That is the message the heading and content of the central article on page one of today’s Süddeutsche conveys.
What happened? At Microsoft, the turnout has dropped by 17 % to 13.1 billion dollars. The profit plummeted by 29 % to 3.1 billion dollars. At least, the profit is still a quarter of the turnout! An analyst says that the numbers are truly a disappointment.
But what is so disastrous about this? To be sure, we all know that Vista was not a business success, which is why customers are waiting for Windows 7, which allegedly will be available in October.
But that is part of the deal, isn’t it? You must be entitled to develop a model that is not immediately a huge success on the market. And Microsoft getting competition from Google and Apple is also not such a bad thing.
Mircosoft is now 34 years old and has performed like no other software company since it went public around 20 years ago. Isn’t Microsoft, too, allowed to take a break once in a while?
Further down it says in the SZ: “Adding to the disappointing numbers of Microsoft, there is the balance of Amazon.
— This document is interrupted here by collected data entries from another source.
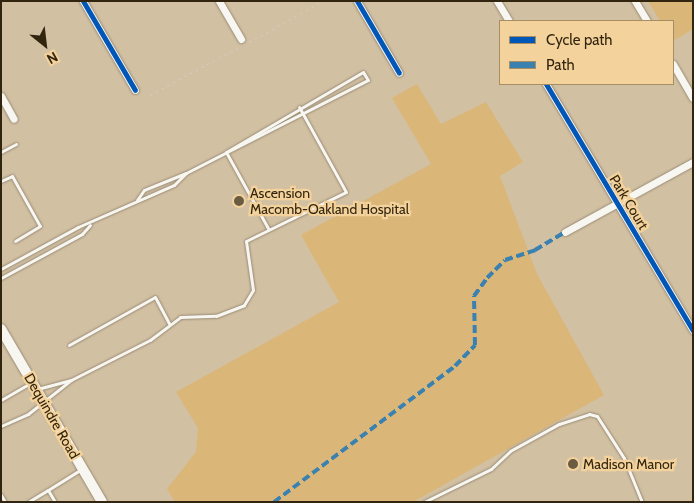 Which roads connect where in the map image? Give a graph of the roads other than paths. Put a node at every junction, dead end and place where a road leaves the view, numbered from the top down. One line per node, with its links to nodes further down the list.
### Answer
1 (83, 1): 12 (street)
2 (220, 1): 8 (street)
3 (357, 1): 10 (street)
4 (497, 1): 6 (street)
5 (635, 1): 7 (street)
6 (508, 20)
7 (646, 20)
8 (242, 39)
9 (674, 66): 14 (street)
10 (399, 73)
11 (547, 85): 25 (street, Park Court)
12 (135, 90)
13 (1, 96): 17 (street)
14 (693, 98)
15 (299, 107): 16 (lane); 16 (lane); 20 (lane)
16 (304, 115): 20 (lane); 27 (lane)
17 (14, 119)
18 (16, 144): 19 (lane)
19 (1, 152)
20 (226, 152): 22 (lane); 27 (lane)
21 (693, 162): 25 (street)
22 (186, 173): 24 (lane); 24 (lane)
23 (1, 182): 29 (lane)
24 (137, 200): 26 (lane)
25 (617, 203): 28 (street); 34 (street, Park Court)
26 (90, 225): 30 (lane); 31 (lane)
27 (268, 228): 32 (lane)
28 (565, 232)
29 (15, 241)
30 (1, 269)
31 (1, 278)
32 (169, 323): 35 (lane); 36 (lane)
33 (1, 329): 37 (main road, Dequindre Road)
34 (693, 331)
35 (69, 345)
36 (71, 380): 37 (lane); 39 (lane)
37 (34, 386): 38 (lane); 39 (main road, Dequindre Road)
38 (1, 400)
39 (44, 402): 40 (lane); 41 (main road, Dequindre Road)
40 (1, 426)
41 (83, 469): 42 (lane); 47 (main road, Dequindre Road)
42 (48, 490): 45 (lane); 46 (lane)
43 (1, 495): 44 (lane)
44 (5, 502)
45 (28, 502)
46 (55, 502)
47 (102, 502)
48 (424, 502): 49 (lane)
49 (642, 502) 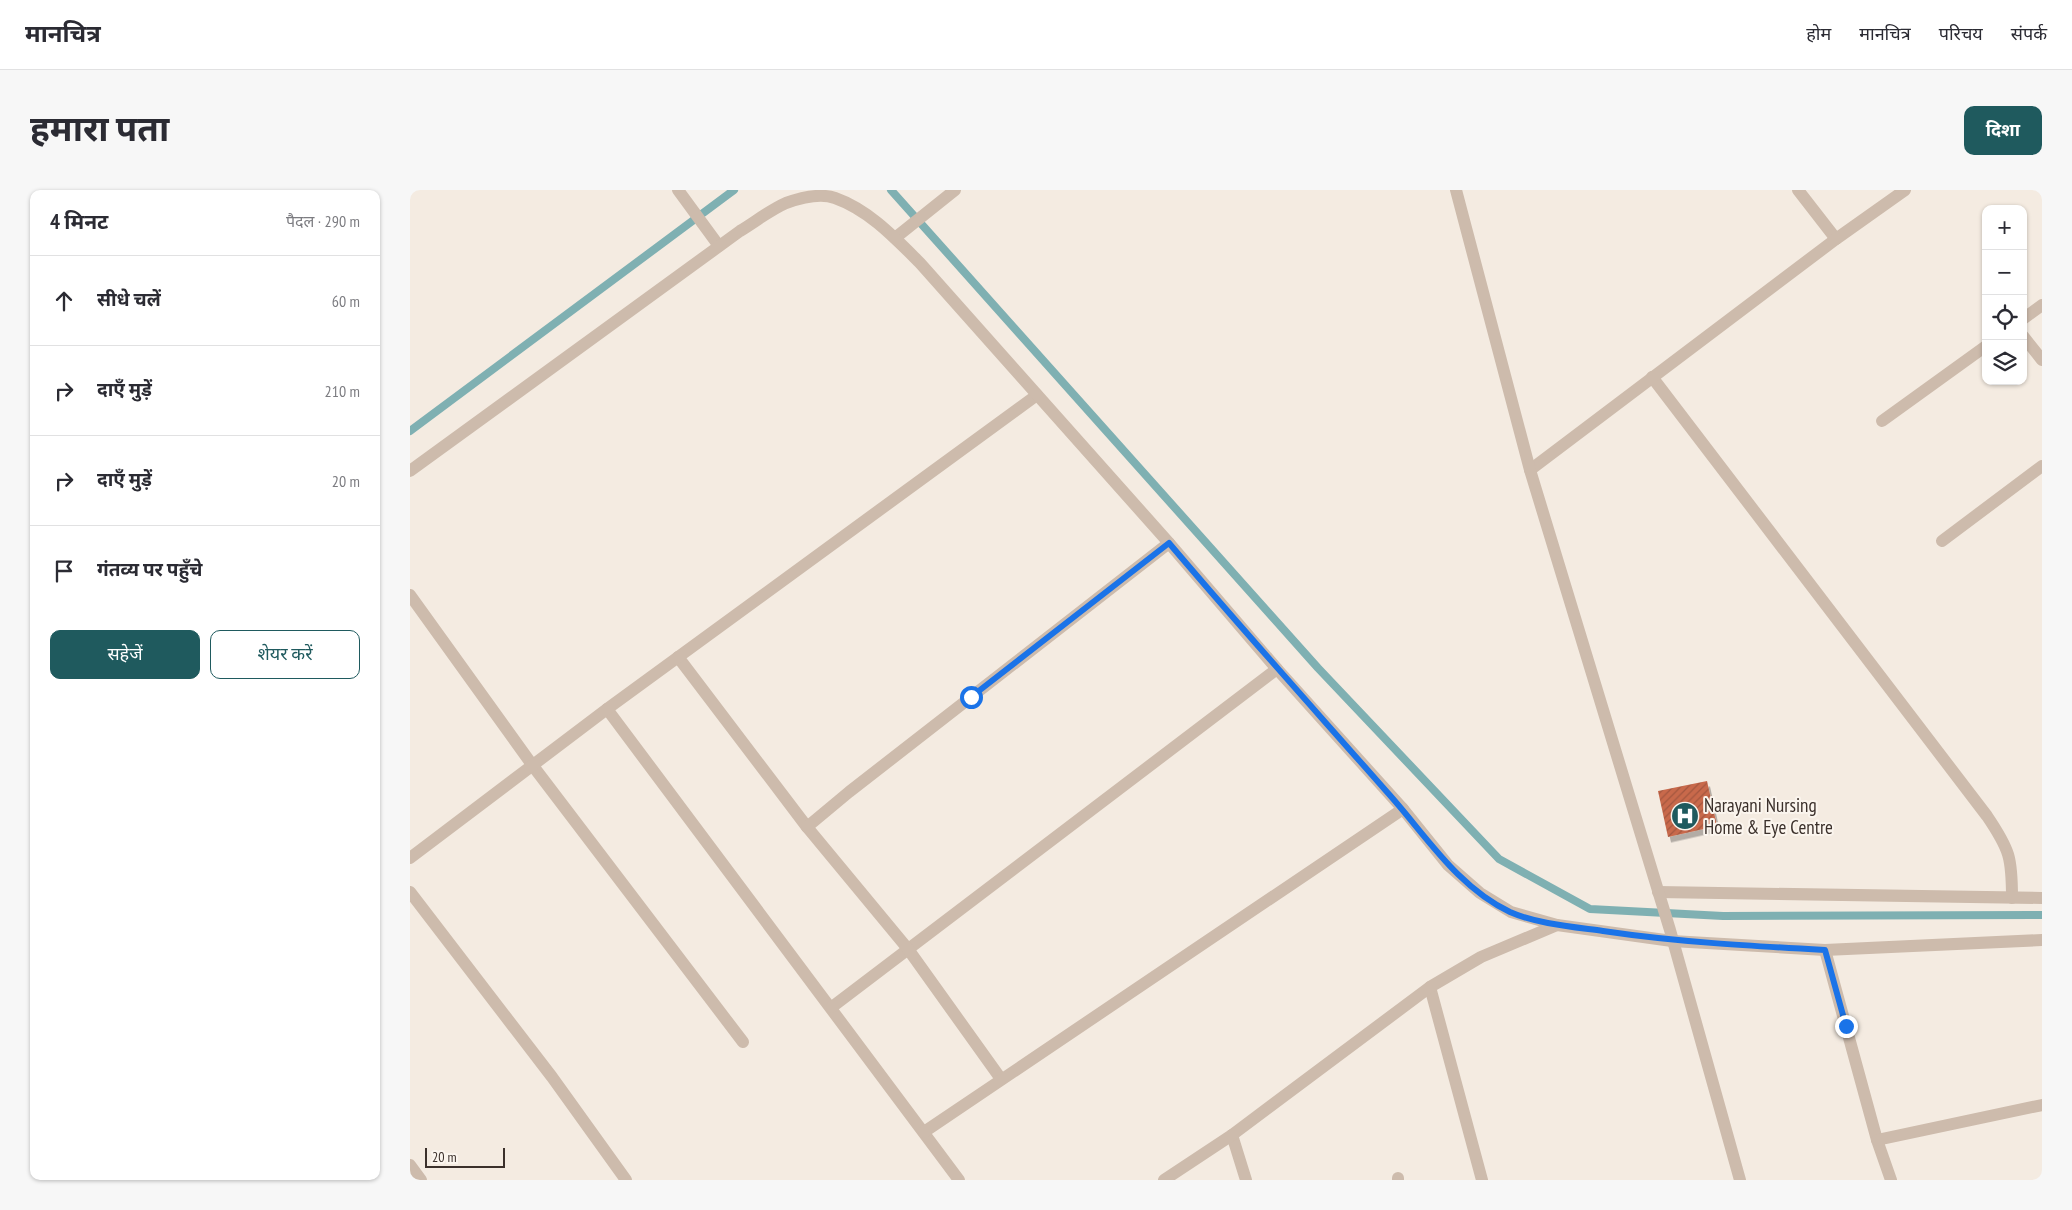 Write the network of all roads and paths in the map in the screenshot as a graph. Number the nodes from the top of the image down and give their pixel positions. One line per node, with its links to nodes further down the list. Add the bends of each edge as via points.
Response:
1 (678, 190): 9 (street)
2 (955, 190): 7 (street)
3 (1456, 190): 19 (street)
4 (1798, 190): 8 (street)
5 (1905, 190): 8 (street)
6 (833, 194): 7 (street, via 866,213); 9 (street, via 806,197 785,204)
7 (895, 238): 16 (street)
8 (1836, 239): 15 (street)
9 (719, 246): 20 (street)
10 (2042, 305): 11 (street)
11 (2027, 316)
12 (2026, 340): 14 (street)
13 (1982, 349): 17 (street)
14 (2042, 360)
15 (1652, 377): 19 (street); 33 (street, via 1995,828 2008,850)
16 (1037, 395): 22 (street); 24 (street)
17 (1882, 421)
18 (2042, 466): 21 (street)
19 (1530, 470): 32 (street)
20 (410, 471)
21 (1942, 541)
22 (1169, 543): 25 (street); 29 (street)
23 (410, 595): 27 (street)
24 (678, 657): 26 (street); 29 (street)
25 (1277, 669): 28 (street); 38 (street)
26 (606, 709): 27 (street); 41 (street)
27 (532, 766): 30 (street); 42 (street)
28 (1403, 809): 35 (street, via 1448,865 1480,893 1511,912); 43 (street)
29 (807, 827): 38 (street)
30 (410, 858)
31 (410, 892): 50 (street, via 552,1077)
32 (1659, 896): 33 (street); 36 (street)
33 (2012, 898): 34 (street)
34 (2042, 898)
35 (1557, 925): 36 (street); 40 (street, via 1481,957)
36 (1671, 935): 39 (street); 55 (street)
37 (2042, 940): 39 (street)
38 (908, 949): 41 (street); 43 (street)
39 (1825, 950): 47 (street)
40 (1430, 986): 46 (street); 54 (street)
41 (832, 1007): 45 (street)
42 (743, 1042)
43 (1001, 1079): 45 (street)
44 (2042, 1105): 47 (street)
45 (924, 1132): 51 (street)
46 (1232, 1135): 52 (street); 53 (street)
47 (1877, 1140): 56 (street)
48 (410, 1165): 49 (street)
49 (421, 1180)
50 (626, 1180)
51 (959, 1180)
52 (1164, 1180)
53 (1246, 1180)
54 (1482, 1180)
55 (1740, 1180)
56 (1891, 1180) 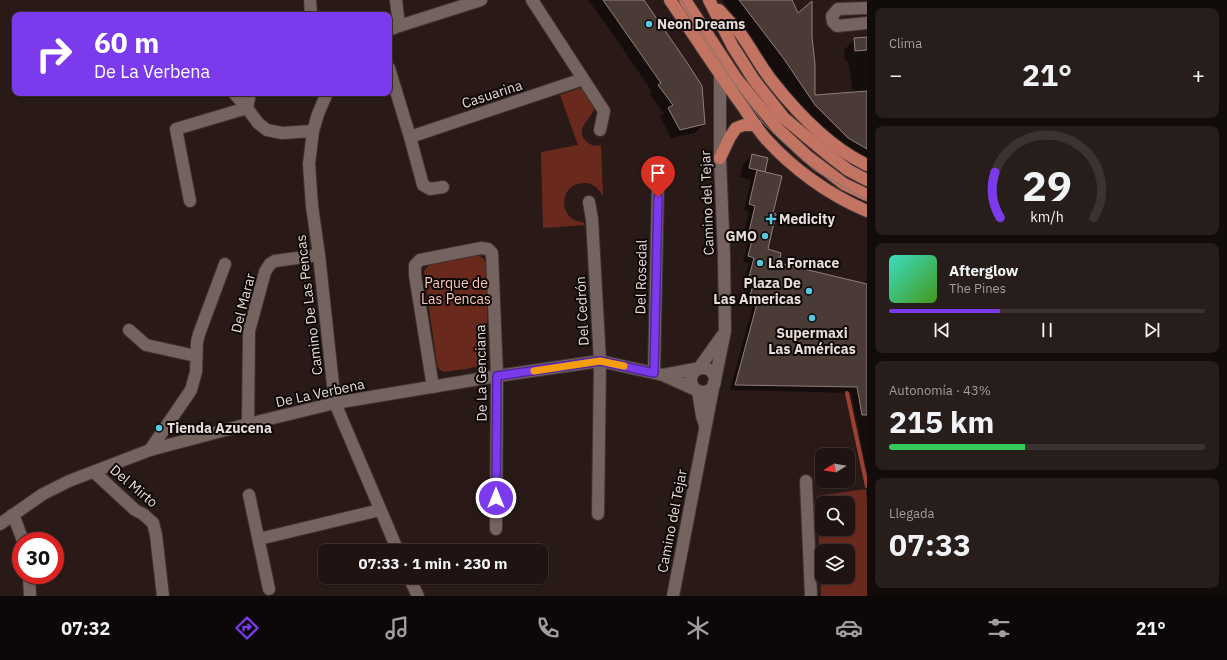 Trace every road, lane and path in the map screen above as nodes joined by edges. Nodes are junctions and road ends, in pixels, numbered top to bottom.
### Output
1 (310, 0) edge
2 (396, 0) edge
3 (480, 0) edge
4 (532, 0) edge
5 (670, 0) edge
6 (685, 0) edge
7 (710, 0) edge
8 (867, 8) edge
9 (311, 12) edge
10 (867, 23) edge
11 (394, 28) edge
12 (720, 73) junction
13 (392, 78) edge
14 (583, 79) junction
15 (237, 96) edge
16 (249, 96) edge
17 (326, 96) edge
18 (247, 108) junction
19 (756, 125) junction
20 (600, 130) dead end
21 (313, 131) junction
22 (410, 137) junction
23 (720, 158) junction
24 (867, 166) edge
25 (867, 180) edge
26 (658, 181) dead end
27 (443, 187) dead end
28 (867, 195) edge
29 (190, 201) dead end
30 (589, 202) dead end
31 (867, 211) edge
32 (319, 255) junction
33 (225, 264) dead end
34 (129, 330) dead end
35 (725, 331) junction
36 (196, 356) junction
37 (600, 361) junction
38 (697, 369) junction
39 (659, 374) junction
40 (497, 376) junction
41 (715, 382) junction
42 (433, 387) junction
43 (696, 390) junction
44 (335, 403) junction
45 (248, 424) junction
46 (706, 428) junction
47 (150, 450) junction
48 (94, 472) junction
49 (806, 481) dead end
50 (249, 495) dead end
51 (380, 510) junction
52 (598, 514) dead end
53 (12, 515) junction
54 (0, 524) edge
55 (496, 529) dead end
56 (20, 532) edge
57 (258, 539) junction
58 (395, 544) edge
59 (29, 584) edge
60 (412, 584) edge
61 (269, 589) dead end
62 (30, 596) edge
63 (163, 596) edge
64 (418, 596) edge
65 (673, 596) edge
66 (811, 596) edge

1 - 9 street
2 - 11 street
3 - 11 street
4 - 14 street
5 - 12 main road
6 - 28 main road
7 - 24 main road
7 - 25 main road
8 - 10 street
12 - 19 main road
12 - 23 street, Camino del Tejar
13 - 22 street
14 - 20 street
14 - 22 street, Casuarina
15 - 18 street
16 - 18 street
17 - 21 street, Camino De Las Pencas
18 - 21 street
18 - 29 street
19 - 23 main road
19 - 31 main road
21 - 32 street, Camino De Las Pencas
22 - 27 street
23 - 35 street, Camino del Tejar
26 - 39 street, Del Rosedal
30 - 37 street, Del Cedrón
32 - 44 street, Camino De Las Pencas
32 - 45 street, Del Marar
33 - 36 street
34 - 36 street
35 - 38 street
35 - 41 street, Camino del Tejar
36 - 47 street
37 - 39 street, De La Verbena
37 - 40 street, De La Verbena
37 - 52 street, Del Cedrón
38 - 39 street, De La Verbena
38 - 41 street
38 - 43 street
39 - 43 street, De La Verbena
40 - 42 street, De La Verbena
40 - 42 street, De La Genciana
40 - 55 street, De La Genciana
41 - 43 street
41 - 46 street, Camino del Tejar
42 - 44 street, De La Verbena
43 - 46 street, Camino del Tejar
44 - 45 street, De La Verbena
44 - 51 street, Camino De Las Pencas
45 - 47 street, De La Verbena
46 - 65 street, Camino del Tejar
47 - 48 street, De La Verbena
48 - 53 street, De La Verbena
48 - 63 street, Del Mirto
49 - 66 street
50 - 57 street
51 - 57 street
51 - 58 street, Camino De Las Pencas
53 - 54 street, De La Verbena
53 - 56 street
57 - 61 street
59 - 62 street
60 - 64 street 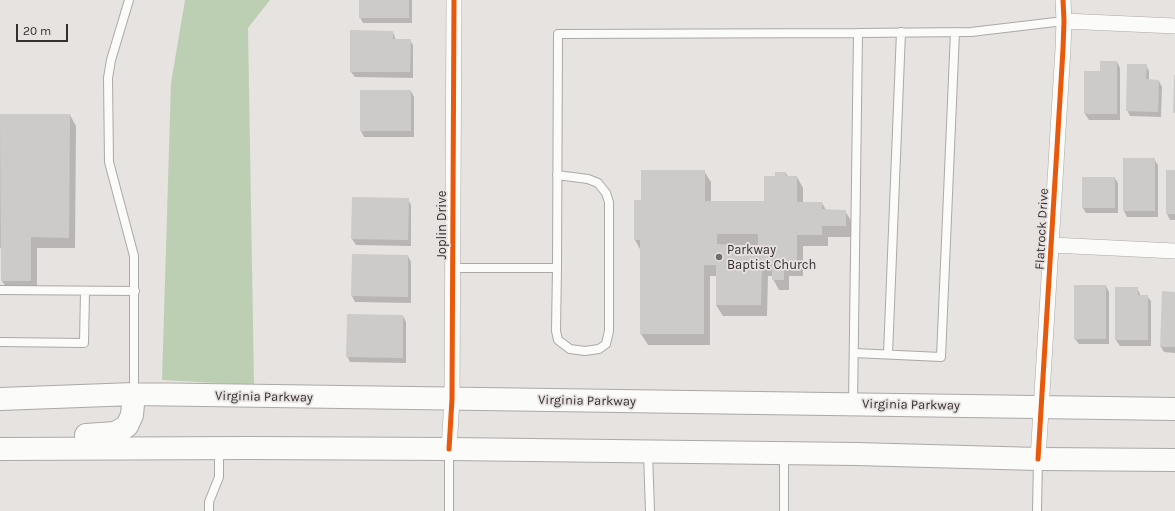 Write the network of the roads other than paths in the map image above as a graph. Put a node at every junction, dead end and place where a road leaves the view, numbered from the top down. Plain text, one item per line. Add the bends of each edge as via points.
1 (129, 0) edge
2 (454, 0) edge
3 (1063, 0) edge
4 (1064, 21) junction
5 (1175, 26) edge
6 (901, 32) junction
7 (955, 32) junction
8 (858, 33) junction
9 (557, 175) junction
10 (1052, 245) junction
11 (1175, 251) edge
12 (453, 268) junction
13 (557, 268) junction
14 (0, 290) edge
15 (84, 291) junction
16 (135, 291) junction
17 (0, 342) edge
18 (854, 353) junction
19 (888, 354) junction
20 (134, 394) junction
21 (0, 399) edge
22 (452, 399) junction
23 (853, 404) junction
24 (1042, 408) junction
25 (1175, 408) edge
26 (219, 448) junction
27 (2, 449) edge
28 (449, 449) junction
29 (648, 452) junction
30 (784, 453) junction
31 (1038, 459) junction
32 (1175, 460) edge
33 (209, 511) edge
34 (449, 511) edge
35 (650, 511) edge
36 (784, 511) edge
37 (1037, 511) edge

1 - 16 lane via 108,78 109,162 134,256
2 - 12 street, Joplin Drive
3 - 4 street, Flatrock Drive
4 - 5 street
4 - 7 lane
4 - 10 street, Flatrock Drive
6 - 7 lane
6 - 8 lane
6 - 19 lane
7 - 19 lane via 941,357
8 - 9 lane via 558,34
8 - 18 lane
9 - 13 lane
9 - 13 lane via 588,179 598,183 609,202 609,331 606,344 599,349 585,351 570,348 558,340
10 - 11 street
10 - 24 street, Flatrock Drive
12 - 13 lane
12 - 22 street, Joplin Drive
14 - 15 lane
15 - 16 lane
15 - 17 lane via 84,343
16 - 20 lane
18 - 19 lane
18 - 23 lane
20 - 21 main road, Virginia Parkway
20 - 22 main road, Virginia Parkway
20 - 27 main road via 132,415 127,426 115,433 28,437
22 - 23 main road, Virginia Parkway
22 - 28 street, Joplin Drive
23 - 24 main road, Virginia Parkway
24 - 25 main road, Virginia Parkway
24 - 31 street, Flatrock Drive
26 - 27 main road
26 - 28 main road
26 - 33 lane via 219,477 209,502
28 - 29 main road
28 - 34 lane
29 - 30 main road
29 - 35 lane
30 - 31 main road
30 - 36 lane
31 - 32 main road
31 - 37 lane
Amazon had a turnout of 4.7 billion dollars (that is a surplus of 14 %), while the profit decreased by 10 % (!) to 142 million dollars.
Being an Amazon customer myself, I actually feel how Amazon takes pains to keep on its course of expansion. Naturally, that costs money. The reasons given in the SZ are that “in the video game department of Amazon, real hits are sadly missing” and “a lawsuit involving Toys’R’ US also has a detrimental influence on the balance“.
Well, in the end I look upon the world with plenty of serenity. In fact, I cannot concur with what the article initially says about “the two IT companies have thus quenched all hope of a fast recovery in the technology sector“.
In my opinion, this is a careless and unjustified conclusion. Incidentally, the hope of a fast recovery was based on the fact that IBM, Apple, Ebay and Yahoo presented good balances this year.
However, thinking that the “wreck premium” cost 5 billion Euros in half a year and comparing this number with the yearly turnout of Microsoft and Amazon (in USD) really gives me pause. It seems like we in Germany have now lost all our understanding of big numbers.